Kodak was five years too late to accelerate its shift to the digital age, Perez, 65, said in an interview in August.

Kodak hasn't sold enough printers and presses to create sufficient demand for replacement ink and supplies and service contracts to end losses in those units. In February, it projected operating profits in consumer and commercial inkjet printing by the end of 2013.

"Essentially they're moving away from a very profitable model that generated multiple sales -- most everyone got double prints -- to one that's awfully difficult to make a profit in," said John Ward, a 20-year Kodak veteran who is now a lecturer in Rochester Institute of Technology's college of business.

"Perez had a clear understanding that change had to happen and it had to happen quickly," said Ward, 49, who met Perez shortly after he joined Kodak as president and chief operating officer in 2003. "Clearly they could have made some changes faster, but there just weren't a lot of options to replace the film business."

George Eastman

Kodak was founded by George Eastman, who developed a method for dry-plate photography before introducing the Kodak camera in 1888, according to the company's website.
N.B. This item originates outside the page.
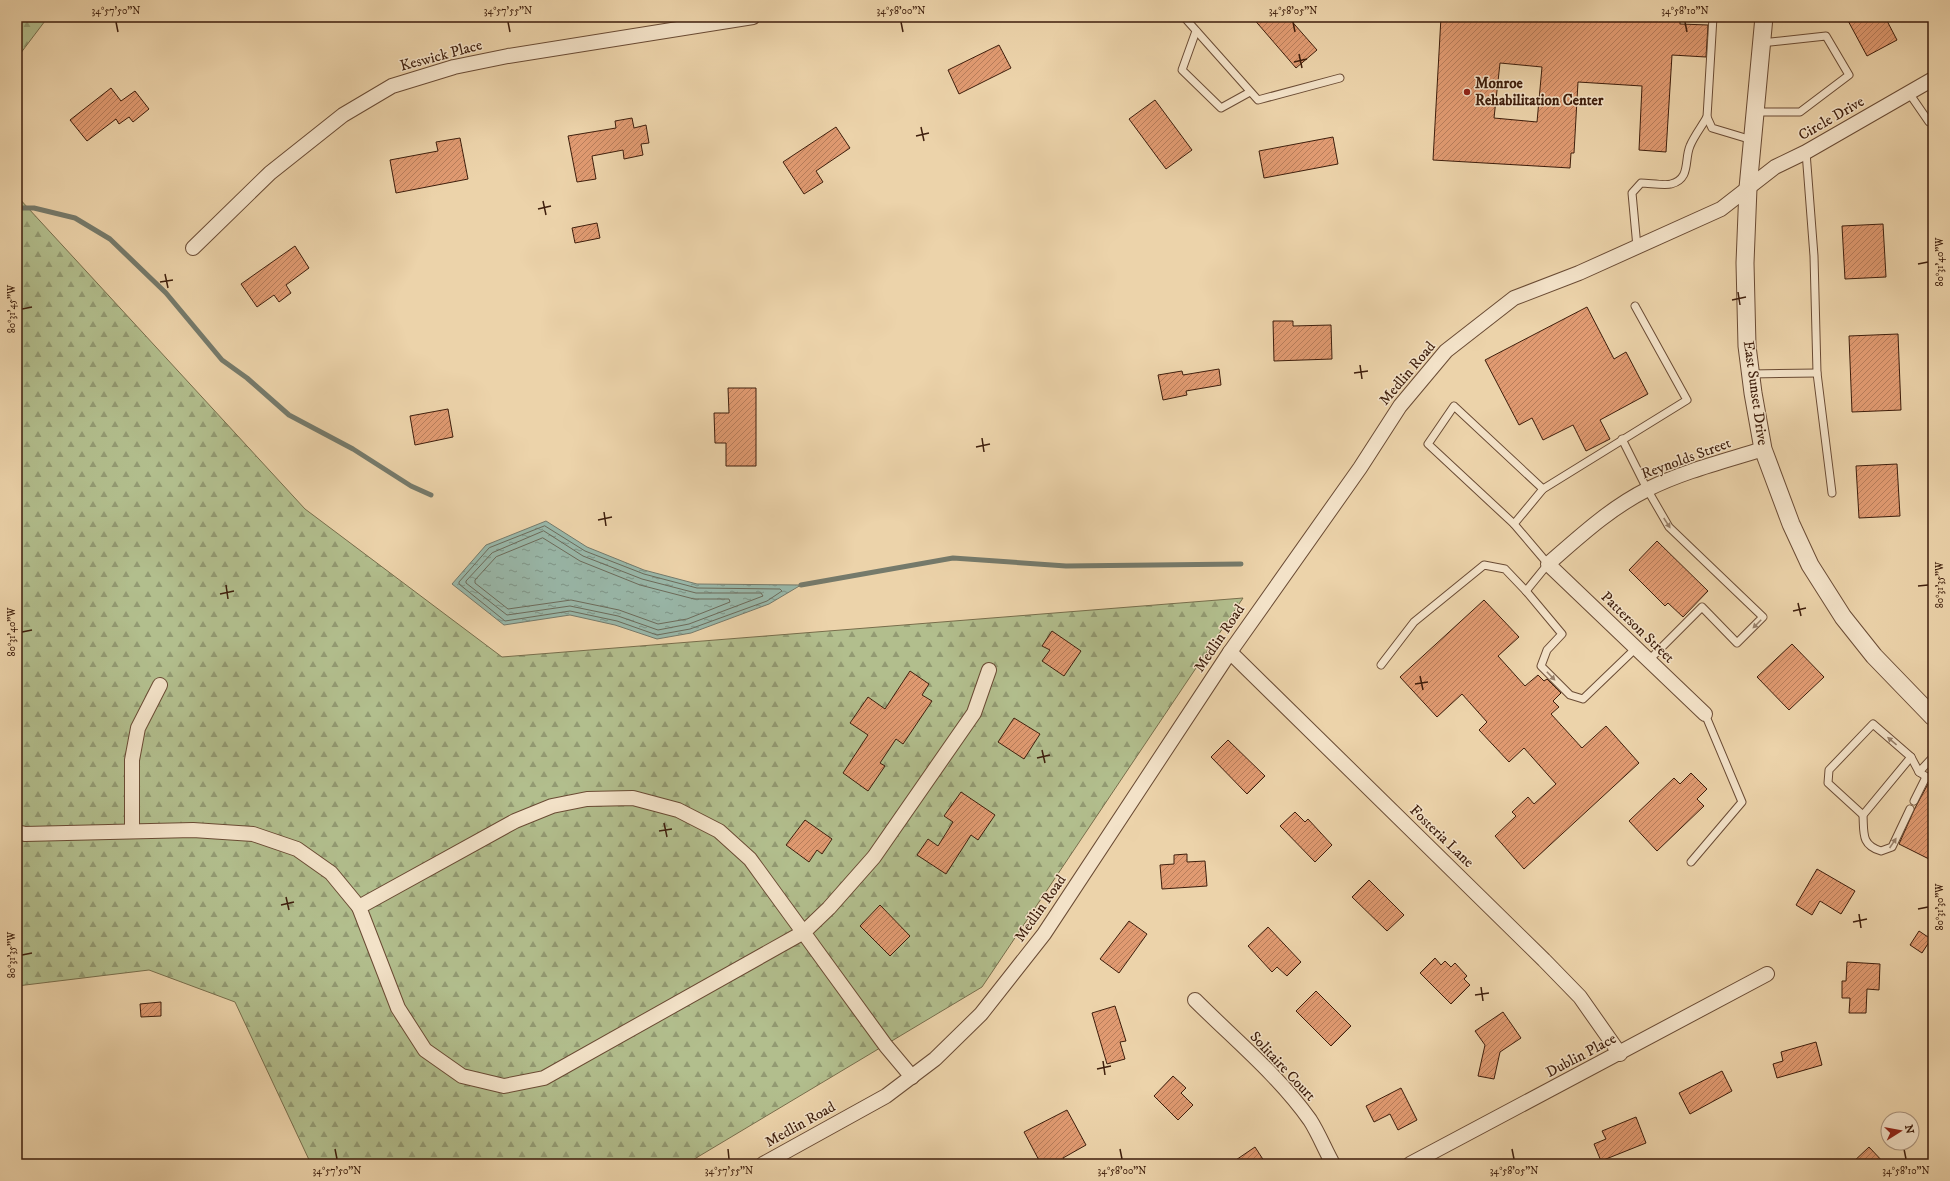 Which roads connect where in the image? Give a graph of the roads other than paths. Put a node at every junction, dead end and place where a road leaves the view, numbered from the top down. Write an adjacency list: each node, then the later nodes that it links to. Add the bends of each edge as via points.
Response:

It went on to invent film, enabling Thomas Edison to develop the motion picture camera, Brownie cameras selling for $1 and Kodachrome film.

Paul Simon immortalized the film in his 1973 song "Kodachrome." The single, which praised Kodachrome's "nice bright colors," peaked at No. 2 on the Billboard Hot 100 chart. Kodak stopped producing the film in 2009.

"Everyone in the 20th century has been familiar with the Kodak name and its products," said Burley of Ryerson's School of Image Arts. "We've not only used them to memorialize our families and their histories, but also for diagnostics in hospitals, producing books and newspapers and police investigative work. And then the whole world of Hollywood is based around Kodak products."

First Digital Camera

The company also invented the first digital camera in 1975, which it shelved because it would threaten its lucrative film business, Perez said in an interview in March.

"Like many other companies on the East Coast, Kodak has been phenomenal in research and patents and not so good commercializing things, actually terrible commercializing things," Perez said.